Wood: The fuel of the ‘Future’ ?
Tim Searchinger of Princeton University calculates that if whole trees are used to produce energy, as they sometimes are, they increase carbon emissions compared with coal (the dirtiest fuel) by 79% over 20 years and 49% over 40 years; there is no carbon reduction until 100 years have passed, when the replacement trees have grown up. But as Tom Brookes of the European Climate Foundation points out, “we’re trying to cut carbon now; not in 100 years’ time.”
In short, the EU has created a subsidy which costs a packet, probably does not reduce carbon emissions, does not encourage new energy technologies—and is set to grow like a leylandii hedge
Roland Vetter, the chief analyst at CF Partners, Europe’s largest carbon-trading firm, calculates the world’s largest coal/wood power station, Drax, could be getting £550m a year in subsidies for biomass after 2016—more than its 2012 pretax profit of £190m.
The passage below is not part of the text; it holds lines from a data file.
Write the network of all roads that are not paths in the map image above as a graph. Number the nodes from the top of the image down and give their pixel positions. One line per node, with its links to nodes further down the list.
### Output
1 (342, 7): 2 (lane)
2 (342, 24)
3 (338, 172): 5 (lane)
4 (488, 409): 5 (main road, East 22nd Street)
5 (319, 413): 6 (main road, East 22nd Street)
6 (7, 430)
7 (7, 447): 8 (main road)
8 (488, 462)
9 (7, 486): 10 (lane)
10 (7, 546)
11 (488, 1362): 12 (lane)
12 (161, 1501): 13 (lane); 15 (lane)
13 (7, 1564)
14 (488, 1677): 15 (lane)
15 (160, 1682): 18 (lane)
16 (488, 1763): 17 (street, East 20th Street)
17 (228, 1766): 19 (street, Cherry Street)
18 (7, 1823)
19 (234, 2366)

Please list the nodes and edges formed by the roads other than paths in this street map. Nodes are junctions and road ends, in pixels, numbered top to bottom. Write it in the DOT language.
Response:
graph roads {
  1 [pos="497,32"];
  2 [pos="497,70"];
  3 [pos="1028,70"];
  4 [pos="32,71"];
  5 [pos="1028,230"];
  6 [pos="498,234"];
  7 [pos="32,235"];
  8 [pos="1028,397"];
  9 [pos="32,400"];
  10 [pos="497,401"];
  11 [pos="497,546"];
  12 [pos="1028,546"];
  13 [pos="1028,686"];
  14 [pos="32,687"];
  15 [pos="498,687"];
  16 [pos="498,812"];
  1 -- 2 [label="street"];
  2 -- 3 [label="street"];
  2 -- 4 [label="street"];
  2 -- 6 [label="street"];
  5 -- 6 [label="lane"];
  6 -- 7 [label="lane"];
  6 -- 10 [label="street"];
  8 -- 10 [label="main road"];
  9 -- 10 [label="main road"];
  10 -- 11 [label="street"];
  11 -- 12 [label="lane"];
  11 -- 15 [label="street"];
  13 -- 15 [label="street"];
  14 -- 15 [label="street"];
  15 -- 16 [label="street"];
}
With incentives like these, European firms are scouring the Earth for wood. Europe consumed 13m tonnes of wood pellets in 2012, according to International Wood Markets Group, a Canadian company. On current trends, European demand will rise to 25m-30m a year by 2020.
Europe does not produce enough timber to meet that extra demand. So a hefty chunk of it will come from imports. Imports of wood pellets into the EU rose by 50% in 2010 alone and global trade in them (influenced by Chinese as well as EU demand) could rise five- or sixfold from 10m-12m tonnes a year to 60m tonnes by 2020, reckons the European Pellet Council.